Source material:
>>>>
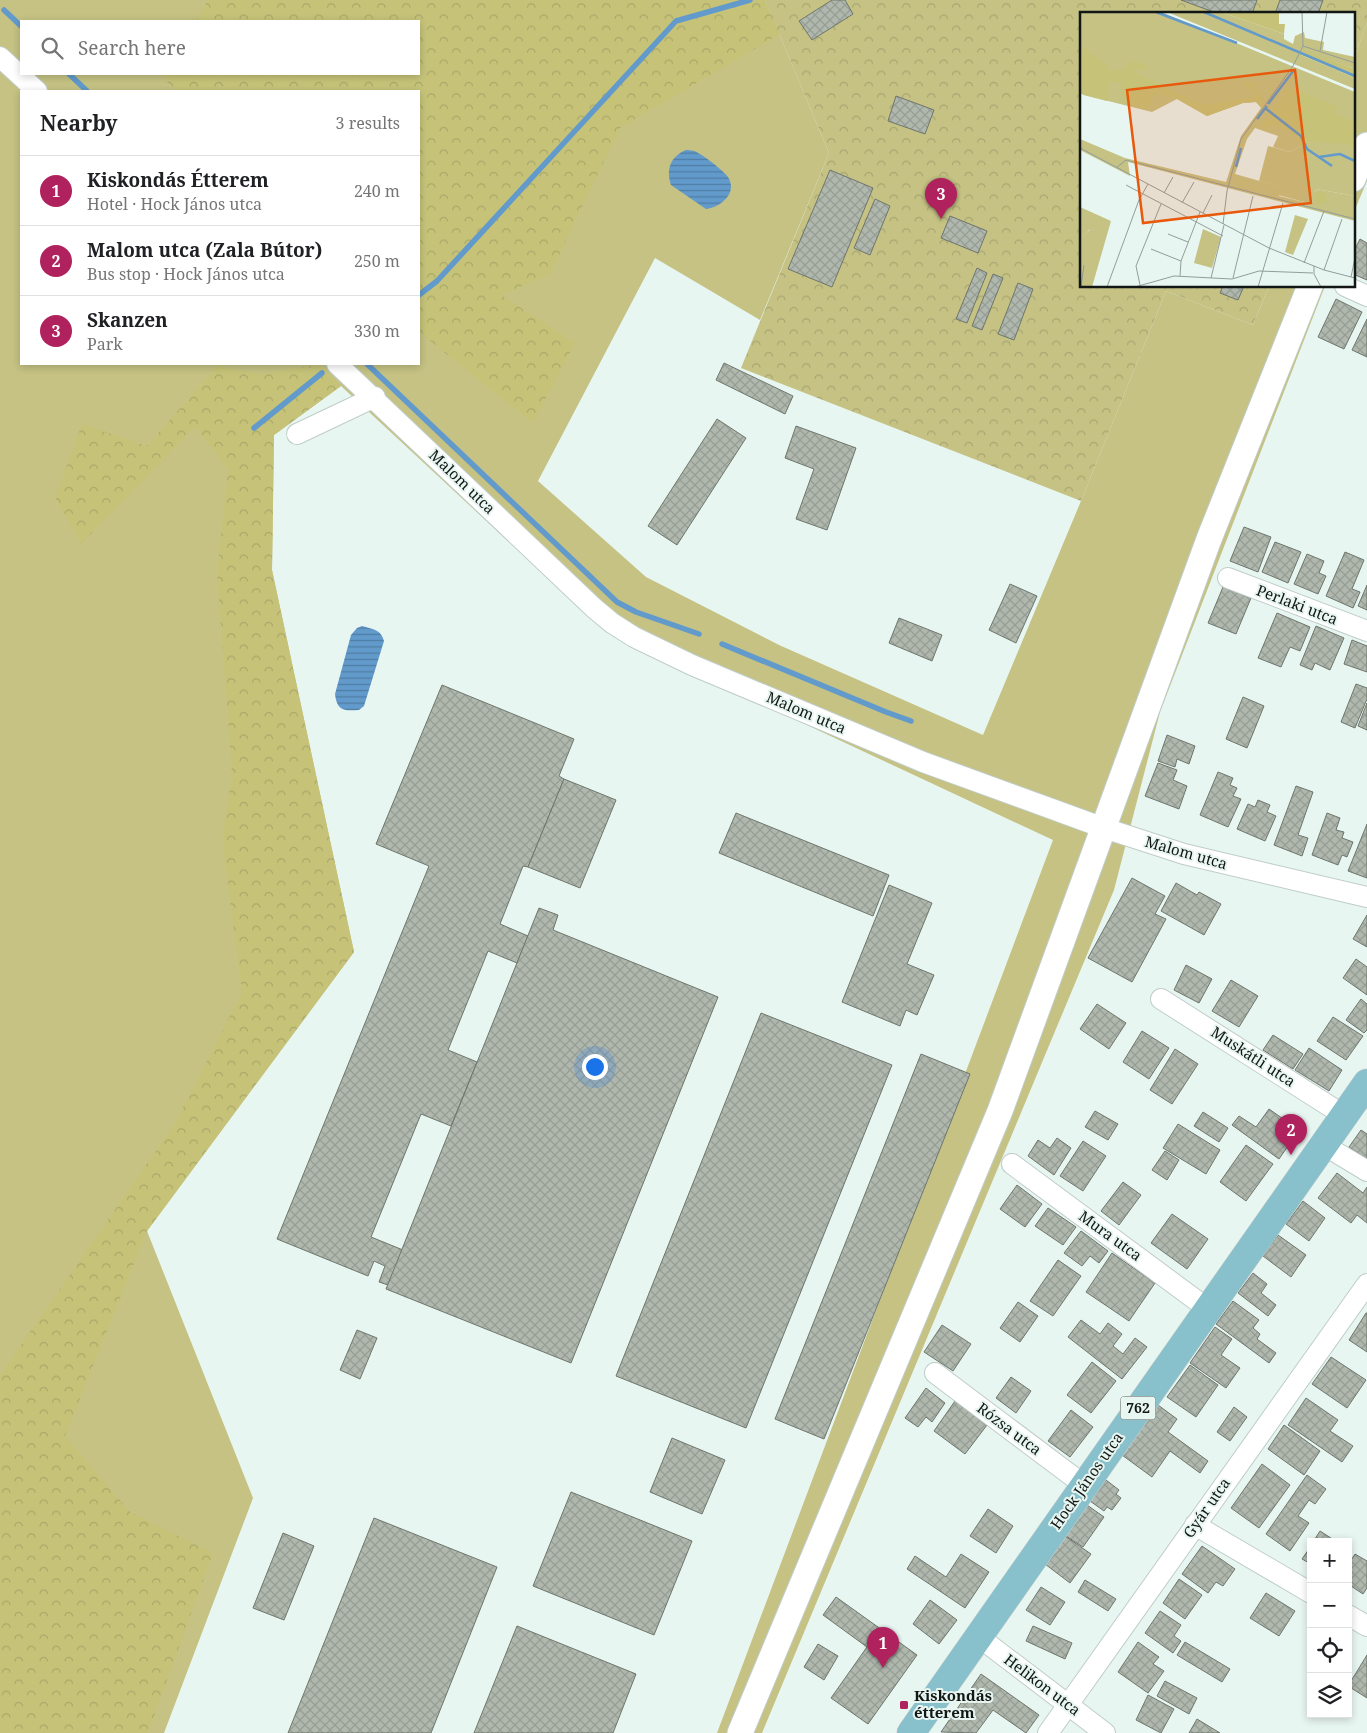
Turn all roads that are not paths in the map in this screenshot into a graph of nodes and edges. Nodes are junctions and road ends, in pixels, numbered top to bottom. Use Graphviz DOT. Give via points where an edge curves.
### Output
graph roads {
  1 [pos="0,57"];
  2 [pos="36,90"];
  3 [pos="1367,145"];
  4 [pos="1354,177"];
  5 [pos="1309,288"];
  6 [pos="1349,288"];
  7 [pos="1367,296"];
  8 [pos="338,365"];
  9 [pos="374,397"];
  10 [pos="297,434"];
  11 [pos="1228,578"];
  12 [pos="1367,631"];
  13 [pos="1104,828"];
  14 [pos="1367,897"];
  15 [pos="1161,999"];
  16 [pos="1367,1083"];
  17 [pos="1345,1116"];
  18 [pos="1324,1145"];
  19 [pos="1012,1164"];
  20 [pos="1367,1171"];
  21 [pos="1367,1284"];
  22 [pos="1208,1308"];
  23 [pos="935,1372"];
  24 [pos="1084,1485"];
  25 [pos="1195,1524"];
  26 [pos="1307,1591"];
  27 [pos="1352,1617"];
  28 [pos="1367,1626"];
  29 [pos="979,1637"];
  30 [pos="1068,1704"];
  31 [pos="740,1733"];
  32 [pos="911,1733"];
  33 [pos="1048,1733"];
  34 [pos="1105,1733"];
  1 -- 2 [label="street"];
  3 -- 4 [label="street"];
  5 -- 13 [label="street" via="1208,539"];
  6 -- 7 [label="street"];
  8 -- 9 [label="street, Malom utca"];
  9 -- 10 [label="street"];
  9 -- 13 [label="street, Malom utca" via="594,608 634,637 692,665 923,762"];
  11 -- 12 [label="street, Perlaki utca"];
  13 -- 14 [label="street, Malom utca" via="1184,854"];
  13 -- 31 [label="street" via="1000,1111"];
  15 -- 17 [label="street, Muskátli utca"];
  16 -- 17 [label="main road, Hock János utca / 762"];
  17 -- 18 [label="main road, Hock János utca / 762"];
  18 -- 20 [label="street"];
  18 -- 22 [label="main road, Hock János utca / 762"];
  19 -- 22 [label="street, Mura utca"];
  21 -- 25 [label="street, Gyár utca"];
  22 -- 24 [label="main road, Hock János utca / 762"];
  23 -- 24 [label="street, Rózsa utca"];
  24 -- 29 [label="main road, Hock János utca / 762"];
  25 -- 26 [label="street"];
  25 -- 30 [label="street, Gyár utca"];
  27 -- 28 [label="street"];
  29 -- 30 [label="street, Helikon utca"];
  29 -- 32 [label="main road, Hock János utca / 762"];
  30 -- 33 [label="street, Gyár utca"];
  30 -- 34 [label="street, Helikon utca"];
}
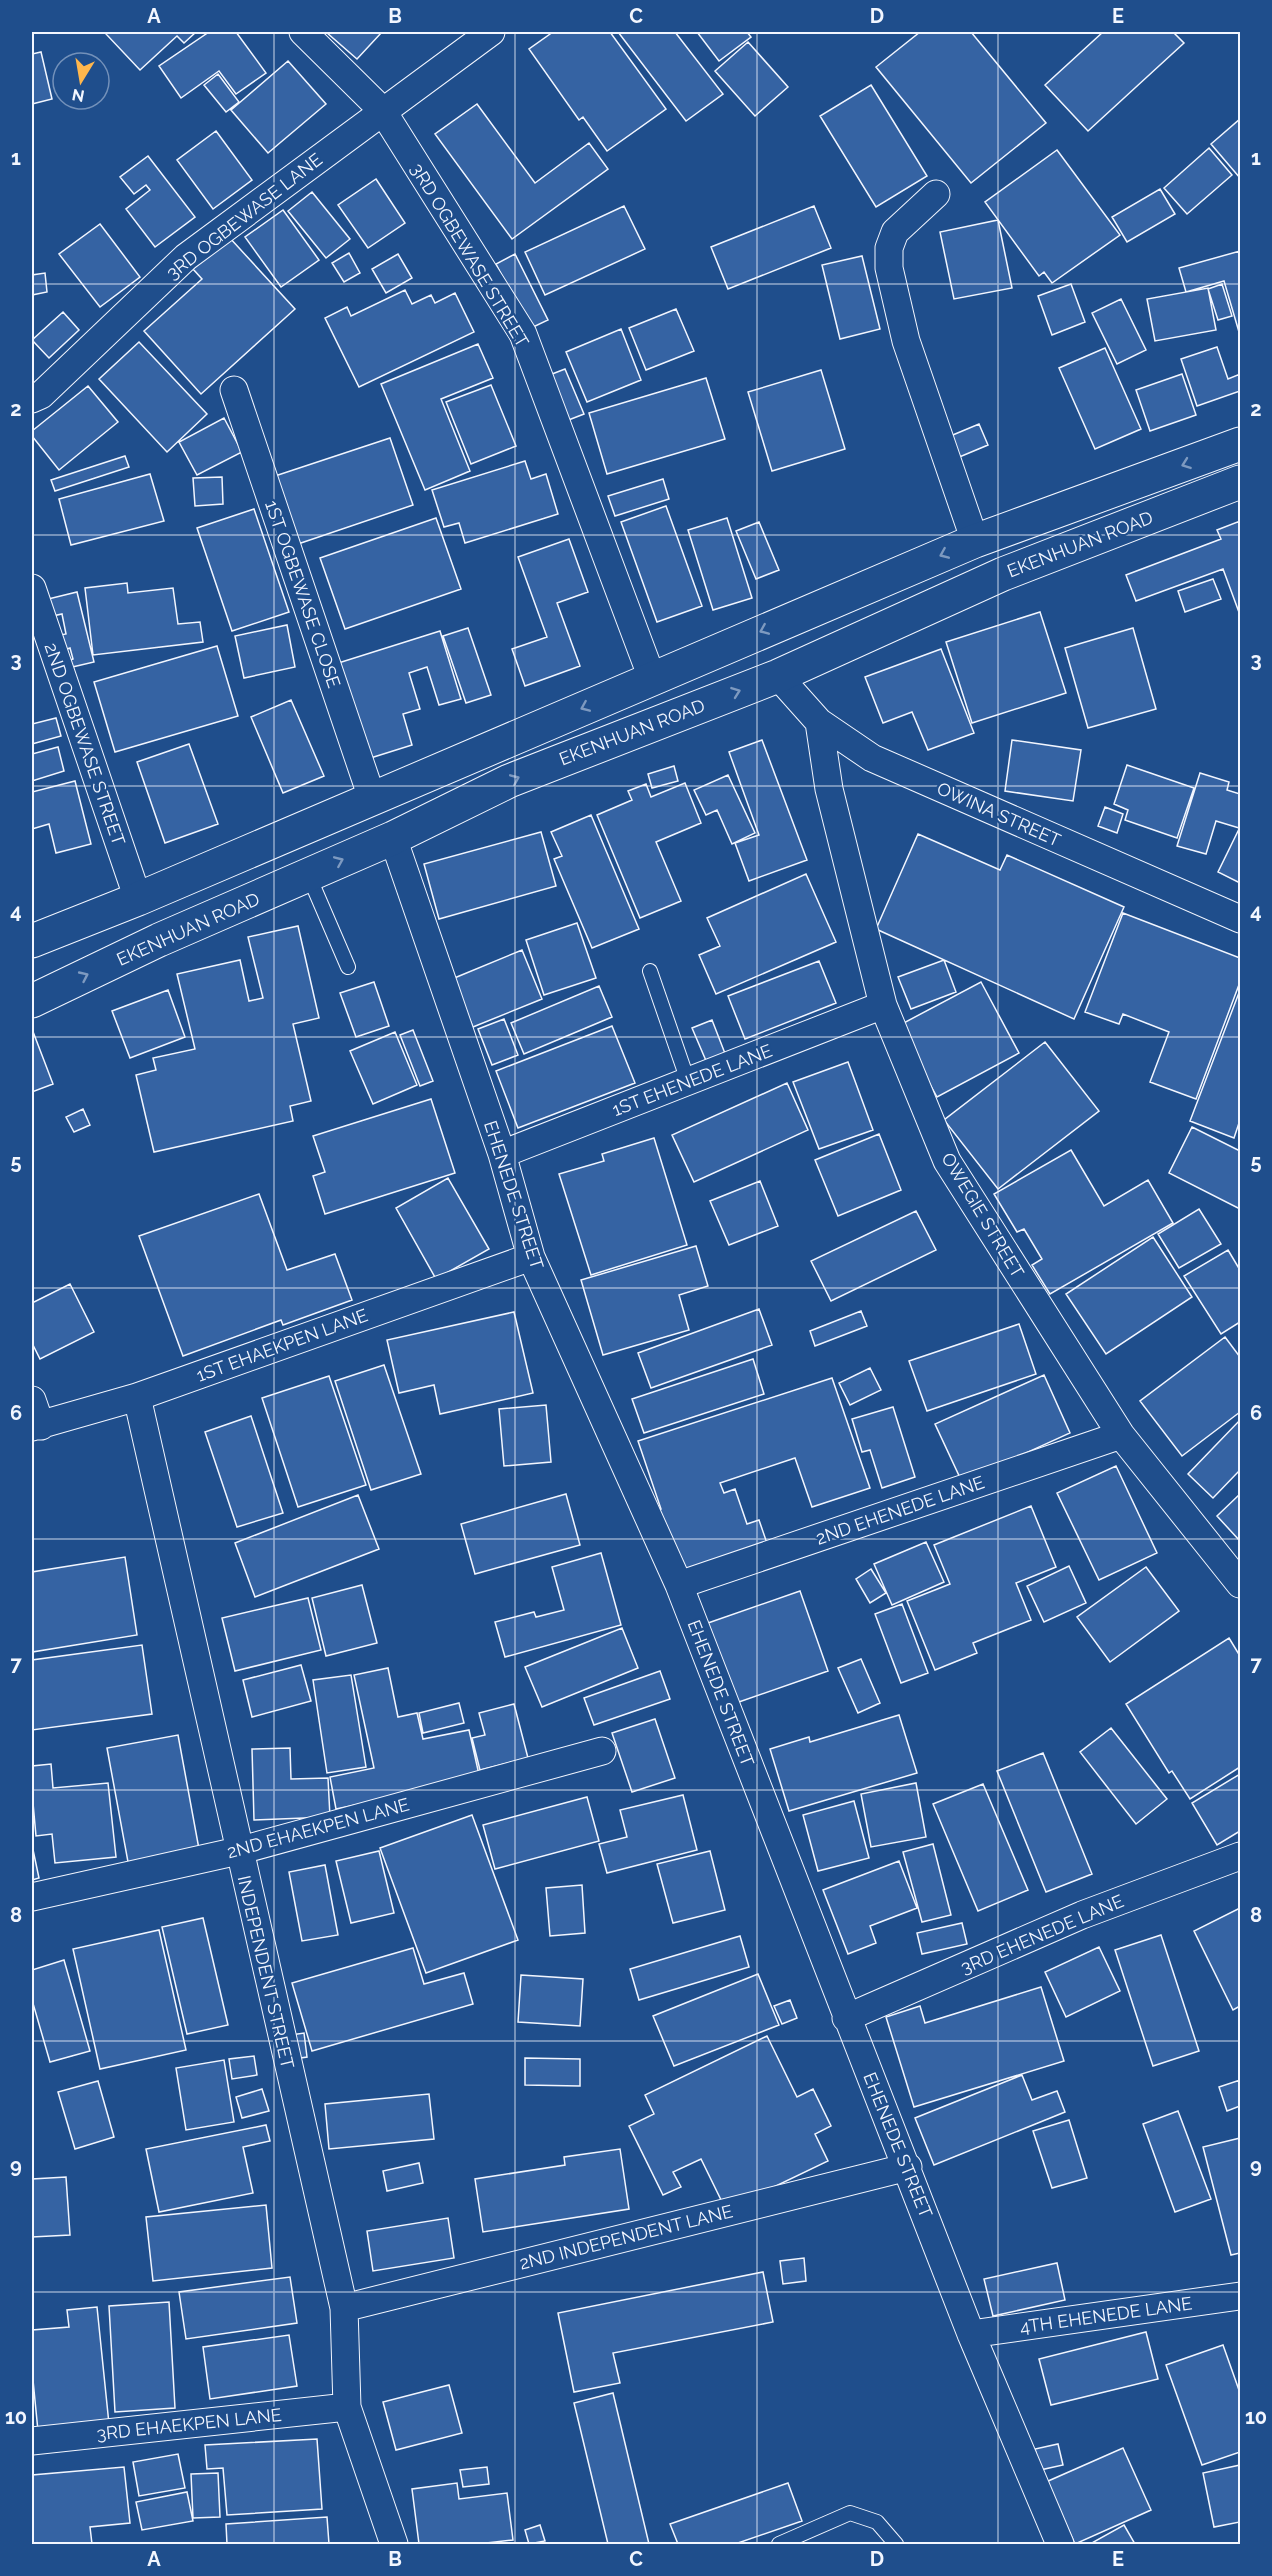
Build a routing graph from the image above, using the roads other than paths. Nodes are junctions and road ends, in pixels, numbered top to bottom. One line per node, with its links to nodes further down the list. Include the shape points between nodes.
<<<<
What you have to do:
The whole listing above, minus its pictures, is what you should write out word for word.

Completed task:
Turn all roads that are not paths in the map in this screenshot into a graph of nodes and edges. Nodes are junctions and road ends, in pixels, numbered top to bottom. Use Graphviz DOT. Give via points where an edge curves.
### Output
graph roads {
  1 [pos="0,57"];
  2 [pos="36,90"];
  3 [pos="1367,145"];
  4 [pos="1354,177"];
  5 [pos="1309,288"];
  6 [pos="1349,288"];
  7 [pos="1367,296"];
  8 [pos="338,365"];
  9 [pos="374,397"];
  10 [pos="297,434"];
  11 [pos="1228,578"];
  12 [pos="1367,631"];
  13 [pos="1104,828"];
  14 [pos="1367,897"];
  15 [pos="1161,999"];
  16 [pos="1367,1083"];
  17 [pos="1345,1116"];
  18 [pos="1324,1145"];
  19 [pos="1012,1164"];
  20 [pos="1367,1171"];
  21 [pos="1367,1284"];
  22 [pos="1208,1308"];
  23 [pos="935,1372"];
  24 [pos="1084,1485"];
  25 [pos="1195,1524"];
  26 [pos="1307,1591"];
  27 [pos="1352,1617"];
  28 [pos="1367,1626"];
  29 [pos="979,1637"];
  30 [pos="1068,1704"];
  31 [pos="740,1733"];
  32 [pos="911,1733"];
  33 [pos="1048,1733"];
  34 [pos="1105,1733"];
  1 -- 2 [label="street"];
  3 -- 4 [label="street"];
  5 -- 13 [label="street" via="1208,539"];
  6 -- 7 [label="street"];
  8 -- 9 [label="street, Malom utca"];
  9 -- 10 [label="street"];
  9 -- 13 [label="street, Malom utca" via="594,608 634,637 692,665 923,762"];
  11 -- 12 [label="street, Perlaki utca"];
  13 -- 14 [label="street, Malom utca" via="1184,854"];
  13 -- 31 [label="street" via="1000,1111"];
  15 -- 17 [label="street, Muskátli utca"];
  16 -- 17 [label="main road, Hock János utca / 762"];
  17 -- 18 [label="main road, Hock János utca / 762"];
  18 -- 20 [label="street"];
  18 -- 22 [label="main road, Hock János utca / 762"];
  19 -- 22 [label="street, Mura utca"];
  21 -- 25 [label="street, Gyár utca"];
  22 -- 24 [label="main road, Hock János utca / 762"];
  23 -- 24 [label="street, Rózsa utca"];
  24 -- 29 [label="main road, Hock János utca / 762"];
  25 -- 26 [label="street"];
  25 -- 30 [label="street, Gyár utca"];
  27 -- 28 [label="street"];
  29 -- 30 [label="street, Helikon utca"];
  29 -- 32 [label="main road, Hock János utca / 762"];
  30 -- 33 [label="street, Gyár utca"];
  30 -- 34 [label="street, Helikon utca"];
}
Build a routing graph from the image above, using the roads other than paths. Nodes are junctions and road ends, in pixels, numbered top to bottom. One line per node, with its links to nodes further down the list. Include the shape points between nodes.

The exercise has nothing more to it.